Dans sa conclusion, où figurent des observations fines sur la réunification allemande, et la position de François Mitterrand à ce sujet (dans ce contexte, la photo de Mitterrand et Kohl à Verdun m’apparaît plutôt comme une mise en scène), OBK insiste notamment sur la « cohabitation franco-allemande » et présente ses réflexions à propos des élections en automne 2013 en Allemagne. Elle a vu très clairement que « Peer Steinbrück est incontestablement plus francophile qu’Angela Merkel (qui est d’origine polonaise) mais ses chances de victoire (…) sont quasi nulles. »
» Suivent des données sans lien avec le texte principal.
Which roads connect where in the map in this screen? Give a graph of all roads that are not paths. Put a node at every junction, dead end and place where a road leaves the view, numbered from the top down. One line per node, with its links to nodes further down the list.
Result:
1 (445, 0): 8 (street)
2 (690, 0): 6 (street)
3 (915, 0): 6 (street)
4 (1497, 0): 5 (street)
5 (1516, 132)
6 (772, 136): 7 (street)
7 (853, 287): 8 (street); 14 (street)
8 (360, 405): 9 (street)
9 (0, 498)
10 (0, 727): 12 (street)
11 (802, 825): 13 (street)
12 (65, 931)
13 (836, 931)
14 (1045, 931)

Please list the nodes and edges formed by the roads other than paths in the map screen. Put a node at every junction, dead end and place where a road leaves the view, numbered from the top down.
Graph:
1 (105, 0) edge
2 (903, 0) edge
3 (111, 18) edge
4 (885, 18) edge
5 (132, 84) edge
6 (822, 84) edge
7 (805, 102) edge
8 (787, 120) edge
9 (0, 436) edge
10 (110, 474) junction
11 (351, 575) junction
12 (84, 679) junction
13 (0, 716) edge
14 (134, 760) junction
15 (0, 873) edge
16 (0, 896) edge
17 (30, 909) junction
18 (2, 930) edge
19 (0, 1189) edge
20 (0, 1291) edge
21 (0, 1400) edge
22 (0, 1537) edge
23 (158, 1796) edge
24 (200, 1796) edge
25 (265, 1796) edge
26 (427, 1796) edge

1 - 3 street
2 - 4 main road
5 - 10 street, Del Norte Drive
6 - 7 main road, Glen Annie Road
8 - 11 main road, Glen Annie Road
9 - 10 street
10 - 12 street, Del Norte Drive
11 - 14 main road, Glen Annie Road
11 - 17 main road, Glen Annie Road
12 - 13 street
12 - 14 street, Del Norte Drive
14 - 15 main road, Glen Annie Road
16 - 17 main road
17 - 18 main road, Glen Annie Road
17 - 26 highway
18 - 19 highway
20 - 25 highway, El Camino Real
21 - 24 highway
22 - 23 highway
Le livre s’adresse à un grand public qui le lira avec le plus grand profit, son auteur connaît très bien l’Allemagne et, j’en suis persuadé, un lecteur qui aurait déjà une certaine connaissance de l’Allemagne en retirera une vision élargie de ce pays. S’il veut se renseigner plus spécifiquement sur certains points qu’il souhaite approfondir, il peut avoir recours à des livres/articles spécialisés. Je recommande donc vivement la lecture de ce livre, surtout aux hommes politiques.

Il serait également souhaitable que ce livre soit traduit en allemand afin que les Allemands puissent se rendre compte qu’il existe en France de nombreux germanophiles.